Bcachefs, an introduction/exploration
Introduction & background information
NOTE: This content is from an internal talk I gave, thus the reason it may read like a presentation
So what is bcachefs?
bcachefs is a next-generation copy-on-write (COW) filesystem (FS) that aims to provide features similar to Btrfs and ZFS, written by Kent Overstreet
- Copy-on-write (COW), with goal of performance being better than other COW filesystems
- Full checksums on everything
- Mult-device, replication , RAID, Caching, Compression, Encryption
- Sub-volumes, snapshots
- Scalable, 50+ TB tested
Why the need for another FS?
According to Kent[1], paraphrased here
- ext4, functional but outdated, intimidates developers due to its codebase. Despite its flaws, it surprisingly functions, with its fsck being its standout feature.
- XFS, reliable and robust, follows a traditional update-in-place design, not COW. The developers, especially Dave Chinner, impress with the code’s rigor, surpassing other filesystems. However, lacking COW, XFS can’t support some desirable features.
- Btrfs[2], envisioned as Linux’s next-gen COW filesystem akin to ZFS, suffered from rushed development, resulting in numerous design flaws and a sprawling codebase larger than XFS. Its prolonged stabilization process tarnished its reputation, leading to distrust among users and prompting migrations to other FS.
- ZFS, pioneering COW filesystem, won’t be a first class citizen on Linux (copyright). While commendable, its block-based design diverges from modern extent-based systems due to complexities in implementing extents with snapshots.
- https://www.patreon.com/bcachefs/about?l=en
- Current Fedora workstation default filesystem
Why bcachefs[1]
- Stability: Key in filesystem development. Building a POSIX filesystem involves tackling a vast array of functionalities, making incremental development challenging. However, bcachefs benefits from bcache’s stable foundation, extensive testing.
- Fast: bcachefs excels in speed, with noticeable performance improvements since earlier benchmarks. It prioritizes low tail latency, avoiding extensive delays seen in other filesystems like ext4.
- Small: bcachefs boasts a compact codebase, rivaling ext4’s size yet offering btrfs features. Constant refactorings ensure clarity, aiming for longevity by prioritizing developer accessibility and comprehension.

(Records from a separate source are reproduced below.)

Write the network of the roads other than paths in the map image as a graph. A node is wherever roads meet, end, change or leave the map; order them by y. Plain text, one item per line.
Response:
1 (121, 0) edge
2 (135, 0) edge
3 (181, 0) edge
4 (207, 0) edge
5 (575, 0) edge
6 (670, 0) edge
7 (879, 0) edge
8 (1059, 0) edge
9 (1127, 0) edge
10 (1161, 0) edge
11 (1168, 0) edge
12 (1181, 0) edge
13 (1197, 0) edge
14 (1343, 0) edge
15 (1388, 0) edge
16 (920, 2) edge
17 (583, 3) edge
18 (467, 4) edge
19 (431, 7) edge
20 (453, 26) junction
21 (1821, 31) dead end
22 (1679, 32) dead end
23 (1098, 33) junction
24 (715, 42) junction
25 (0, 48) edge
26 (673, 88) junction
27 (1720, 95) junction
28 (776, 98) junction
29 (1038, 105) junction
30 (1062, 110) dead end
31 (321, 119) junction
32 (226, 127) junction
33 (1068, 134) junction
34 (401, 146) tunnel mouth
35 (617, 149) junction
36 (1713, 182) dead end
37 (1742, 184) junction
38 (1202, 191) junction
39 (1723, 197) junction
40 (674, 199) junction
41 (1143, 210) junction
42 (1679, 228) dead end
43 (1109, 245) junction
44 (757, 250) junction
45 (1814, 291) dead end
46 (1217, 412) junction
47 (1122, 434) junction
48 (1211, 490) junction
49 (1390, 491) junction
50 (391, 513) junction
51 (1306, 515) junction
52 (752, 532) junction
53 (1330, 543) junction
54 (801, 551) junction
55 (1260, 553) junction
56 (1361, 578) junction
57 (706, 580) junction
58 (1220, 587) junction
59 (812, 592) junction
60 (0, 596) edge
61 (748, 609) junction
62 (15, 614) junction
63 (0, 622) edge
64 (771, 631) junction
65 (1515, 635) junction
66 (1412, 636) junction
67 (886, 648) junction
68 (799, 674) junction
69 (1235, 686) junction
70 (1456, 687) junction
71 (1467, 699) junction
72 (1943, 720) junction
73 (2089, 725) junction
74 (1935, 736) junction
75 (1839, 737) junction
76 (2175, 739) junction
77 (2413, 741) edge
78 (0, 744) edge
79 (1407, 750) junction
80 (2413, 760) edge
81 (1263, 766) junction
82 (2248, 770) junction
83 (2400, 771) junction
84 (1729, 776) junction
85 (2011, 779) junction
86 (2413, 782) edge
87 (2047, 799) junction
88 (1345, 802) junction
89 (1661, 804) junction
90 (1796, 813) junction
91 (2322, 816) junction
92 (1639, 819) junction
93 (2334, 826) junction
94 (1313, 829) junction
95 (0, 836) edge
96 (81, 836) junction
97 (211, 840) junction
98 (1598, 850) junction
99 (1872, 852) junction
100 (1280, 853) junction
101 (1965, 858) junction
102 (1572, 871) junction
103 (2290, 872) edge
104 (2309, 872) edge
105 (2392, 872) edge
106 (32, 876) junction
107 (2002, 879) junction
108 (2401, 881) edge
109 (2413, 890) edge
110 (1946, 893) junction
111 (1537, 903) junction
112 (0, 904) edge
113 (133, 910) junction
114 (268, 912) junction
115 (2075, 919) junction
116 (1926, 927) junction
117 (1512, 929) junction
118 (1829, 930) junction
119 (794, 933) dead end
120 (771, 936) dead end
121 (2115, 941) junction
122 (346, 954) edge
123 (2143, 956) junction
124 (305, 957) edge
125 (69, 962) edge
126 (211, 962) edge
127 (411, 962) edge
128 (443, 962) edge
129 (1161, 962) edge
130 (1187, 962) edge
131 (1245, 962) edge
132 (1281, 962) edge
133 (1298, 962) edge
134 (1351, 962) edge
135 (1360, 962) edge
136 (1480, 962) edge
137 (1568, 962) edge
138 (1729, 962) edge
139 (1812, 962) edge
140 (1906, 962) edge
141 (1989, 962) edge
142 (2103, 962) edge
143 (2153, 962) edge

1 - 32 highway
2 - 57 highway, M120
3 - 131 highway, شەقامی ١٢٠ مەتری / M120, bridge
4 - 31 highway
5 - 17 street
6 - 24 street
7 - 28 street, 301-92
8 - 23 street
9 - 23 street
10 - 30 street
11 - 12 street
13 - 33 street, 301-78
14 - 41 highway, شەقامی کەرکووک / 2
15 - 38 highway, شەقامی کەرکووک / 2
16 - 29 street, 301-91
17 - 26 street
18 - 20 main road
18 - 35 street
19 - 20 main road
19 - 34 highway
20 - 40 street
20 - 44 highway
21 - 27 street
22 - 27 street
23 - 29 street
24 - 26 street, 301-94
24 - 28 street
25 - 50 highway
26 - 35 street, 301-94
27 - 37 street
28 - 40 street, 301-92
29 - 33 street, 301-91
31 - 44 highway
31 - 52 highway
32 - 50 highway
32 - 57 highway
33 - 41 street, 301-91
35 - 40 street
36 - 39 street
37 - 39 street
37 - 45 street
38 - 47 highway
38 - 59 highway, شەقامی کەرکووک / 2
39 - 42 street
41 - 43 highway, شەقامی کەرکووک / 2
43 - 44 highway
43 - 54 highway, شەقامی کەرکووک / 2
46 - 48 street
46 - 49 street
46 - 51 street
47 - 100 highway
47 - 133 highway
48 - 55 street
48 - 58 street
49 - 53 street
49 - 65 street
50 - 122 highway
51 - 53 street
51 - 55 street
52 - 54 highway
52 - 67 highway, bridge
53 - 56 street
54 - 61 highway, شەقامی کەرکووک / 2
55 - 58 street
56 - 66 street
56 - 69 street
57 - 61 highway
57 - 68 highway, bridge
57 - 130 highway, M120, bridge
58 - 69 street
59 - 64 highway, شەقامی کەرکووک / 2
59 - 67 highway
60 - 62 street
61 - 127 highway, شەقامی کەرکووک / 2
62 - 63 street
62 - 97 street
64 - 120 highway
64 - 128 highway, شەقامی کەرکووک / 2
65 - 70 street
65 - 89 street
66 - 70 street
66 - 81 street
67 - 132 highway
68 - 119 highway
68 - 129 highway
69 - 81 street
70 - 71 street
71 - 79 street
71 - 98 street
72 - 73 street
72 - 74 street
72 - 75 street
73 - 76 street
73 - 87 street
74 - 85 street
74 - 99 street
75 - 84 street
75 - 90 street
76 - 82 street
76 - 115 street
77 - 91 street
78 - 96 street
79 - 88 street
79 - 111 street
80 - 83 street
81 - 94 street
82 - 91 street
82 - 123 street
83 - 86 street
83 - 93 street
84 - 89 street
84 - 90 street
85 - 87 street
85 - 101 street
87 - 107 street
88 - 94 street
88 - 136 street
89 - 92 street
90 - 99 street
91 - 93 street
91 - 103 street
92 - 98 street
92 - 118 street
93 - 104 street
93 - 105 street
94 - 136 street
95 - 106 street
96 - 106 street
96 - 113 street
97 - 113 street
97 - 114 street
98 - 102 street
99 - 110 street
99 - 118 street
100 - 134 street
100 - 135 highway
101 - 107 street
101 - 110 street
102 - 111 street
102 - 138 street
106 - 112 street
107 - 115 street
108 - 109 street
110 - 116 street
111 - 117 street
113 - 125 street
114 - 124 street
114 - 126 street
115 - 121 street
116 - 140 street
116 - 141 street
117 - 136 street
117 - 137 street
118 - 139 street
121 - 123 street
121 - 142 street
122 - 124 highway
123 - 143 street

- Features: It has, either finished or in progress, features we all need, especially data checksumming, which alone is sufficient reason for a good COW FS.
- Paraphrased https://www.patreon.com/bcachefs/about?l=en
Code size comparison
lines of kernel code (tokei utility)
Is bcachefs really that small? It’s actually pretty good, but some features are not fully complete.
Feature Comparison
(FS residing directly on hardware)
FS | RAID | Encryption | Thin provision | De-dupe | Caching | Compression | Snapshots | Subvolumes | Send/Receive | Full checksum | Reflink |
---|---|---|---|---|---|---|---|---|---|---|---|
Bcachefs | Y | Y | N | N | Y | Y | Y | Y | P | Y | Y |
ZFS | Y | Y | Y(sparse volumes) | Y | Y | Y | Y | Y | Y | Y | Y |
btrfs | Y | N | N | N | N | Y | Y | Y | Y | Y | Y |
XFS | N | N | N | N | N | N | N | N | N | N | Y (if newer) |
ext3/4 | N | N | N | N | N | N | N | N | N | N | N |
Most non-COW | N | N | N | N | N | N | N | N | N | N | Varies |
P = Planned
Feature Comparison (layered)
FS | RAID | Encryption | Thin provision | De-dupe | Caching | Compression | Snapshots | Subvolumes | Send/Receive | Full checksum |
---|---|---|---|---|---|---|---|---|---|---|
Bcachefs | Y | Y-native | N | N | Y | Y | Y | Y | P | Y |
ZFS | Y | Y-native | Y(sparse volumes) | ? | Y | Y | Y | Y | Y | Y |
btrfs | Y | Y-native | L | L | Y | Y | Y | Y | Y | Y |
Stratis | P | Y(dm-crypt) | Y(dm-thin) | P(vdo) | Y | P(vdo) | Y(dm) | N | N | N(dm-integrity) |
non-COW using LVM | Y | Y(dm-crypt) | Y(dm-thin) | Y(vdo) | Y | Y(vdo) | Y(LVM) | N | P(blk-archive) | N(dm-integrity) |
P = Planned L = layer on LVM/VDO ? = Should work layered on VDO, untested
Full checksums
- You can detect and optionally correct data before it gets returned to userspace
- dm-integrity only protects blocks
- FS checksum protects 1-2 additional layers depending on stacking
- FS checksum doesn’t protect networked FS
- Bit-rot is real, I have personal experience with it, an excerpt from an email (circa 2016) on the subject
... My home file server (ECC memory, SATA disks) runs CentOS6 and uses md for a simple mirrored setup (ext4) with off-site backups run each night to crashplan for newly created files (they do file versioning). A while back I read an article on bit rot and I ran the jpeginfo tool to check my family photos that go back ~16 years. I found ~100 images that are corrupt out of ~50k. I don't know when or how they got trashed, but they are forever lost at this point (backups and all versions of backups are corrupt). I have no idea what other files may be trashed as many of them don't have built in file level checksums or tools to automate checking. I would like to scrub my data once a month, to verify correctness and address any issues that come up. ...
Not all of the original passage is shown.